Leave out the images; return the rest of the data exactly.

· · ·

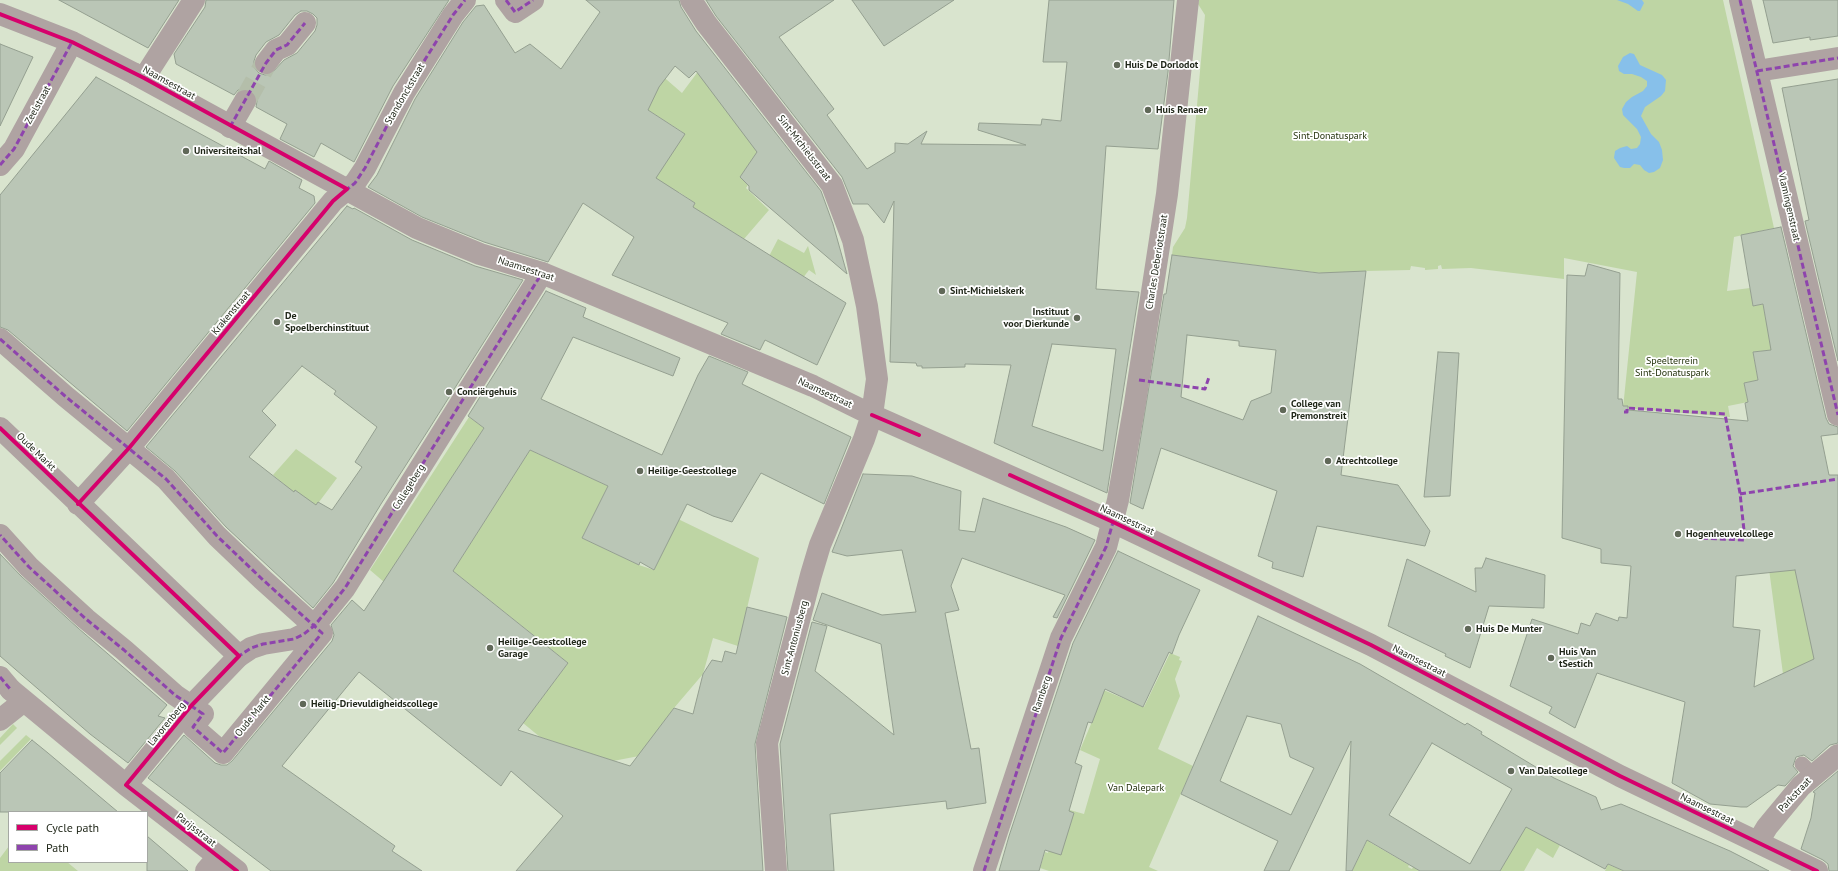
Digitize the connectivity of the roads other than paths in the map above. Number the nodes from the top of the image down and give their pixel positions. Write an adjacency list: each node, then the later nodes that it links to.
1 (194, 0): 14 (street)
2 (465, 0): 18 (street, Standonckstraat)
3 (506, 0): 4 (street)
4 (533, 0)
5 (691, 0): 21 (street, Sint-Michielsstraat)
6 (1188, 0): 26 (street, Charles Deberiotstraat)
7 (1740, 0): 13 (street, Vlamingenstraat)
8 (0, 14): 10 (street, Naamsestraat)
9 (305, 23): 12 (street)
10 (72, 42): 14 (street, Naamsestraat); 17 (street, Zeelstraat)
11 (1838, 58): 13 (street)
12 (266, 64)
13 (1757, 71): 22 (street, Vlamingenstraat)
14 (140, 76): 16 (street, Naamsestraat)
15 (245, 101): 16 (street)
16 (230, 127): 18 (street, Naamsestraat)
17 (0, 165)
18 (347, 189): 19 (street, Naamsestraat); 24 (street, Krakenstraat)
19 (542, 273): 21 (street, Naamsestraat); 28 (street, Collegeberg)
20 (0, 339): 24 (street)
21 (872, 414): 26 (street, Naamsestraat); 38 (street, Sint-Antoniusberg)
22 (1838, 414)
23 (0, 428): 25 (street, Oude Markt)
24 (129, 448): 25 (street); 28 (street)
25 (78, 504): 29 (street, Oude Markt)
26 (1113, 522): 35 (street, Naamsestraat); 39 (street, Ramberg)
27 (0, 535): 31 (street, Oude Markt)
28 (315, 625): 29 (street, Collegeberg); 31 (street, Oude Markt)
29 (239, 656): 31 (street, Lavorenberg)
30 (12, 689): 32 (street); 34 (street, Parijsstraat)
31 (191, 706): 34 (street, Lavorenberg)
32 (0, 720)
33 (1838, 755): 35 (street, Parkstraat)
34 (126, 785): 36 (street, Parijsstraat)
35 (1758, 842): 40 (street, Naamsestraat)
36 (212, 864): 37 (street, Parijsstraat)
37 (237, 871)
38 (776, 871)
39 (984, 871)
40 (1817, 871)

· · ·

*Solution for this problem*.
Digitize the connectivity of the roads other than paths in the map above. Number the nodes from the top of the image down and give their pixel positions. Write an adjacency list: each node, then the later nodes that it links to.
1 (194, 0): 14 (street)
2 (465, 0): 18 (street, Standonckstraat)
3 (506, 0): 4 (street)
4 (533, 0)
5 (691, 0): 21 (street, Sint-Michielsstraat)
6 (1188, 0): 26 (street, Charles Deberiotstraat)
7 (1740, 0): 13 (street, Vlamingenstraat)
8 (0, 14): 10 (street, Naamsestraat)
9 (305, 23): 12 (street)
10 (72, 42): 14 (street, Naamsestraat); 17 (street, Zeelstraat)
11 (1838, 58): 13 (street)
12 (266, 64)
13 (1757, 71): 22 (street, Vlamingenstraat)
14 (140, 76): 16 (street, Naamsestraat)
15 (245, 101): 16 (street)
16 (230, 127): 18 (street, Naamsestraat)
17 (0, 165)
18 (347, 189): 19 (street, Naamsestraat); 24 (street, Krakenstraat)
19 (542, 273): 21 (street, Naamsestraat); 28 (street, Collegeberg)
20 (0, 339): 24 (street)
21 (872, 414): 26 (street, Naamsestraat); 38 (street, Sint-Antoniusberg)
22 (1838, 414)
23 (0, 428): 25 (street, Oude Markt)
24 (129, 448): 25 (street); 28 (street)
25 (78, 504): 29 (street, Oude Markt)
26 (1113, 522): 35 (street, Naamsestraat); 39 (street, Ramberg)
27 (0, 535): 31 (street, Oude Markt)
28 (315, 625): 29 (street, Collegeberg); 31 (street, Oude Markt)
29 (239, 656): 31 (street, Lavorenberg)
30 (12, 689): 32 (street); 34 (street, Parijsstraat)
31 (191, 706): 34 (street, Lavorenberg)
32 (0, 720)
33 (1838, 755): 35 (street, Parkstraat)
34 (126, 785): 36 (street, Parijsstraat)
35 (1758, 842): 40 (street, Naamsestraat)
36 (212, 864): 37 (street, Parijsstraat)
37 (237, 871)
38 (776, 871)
39 (984, 871)
40 (1817, 871)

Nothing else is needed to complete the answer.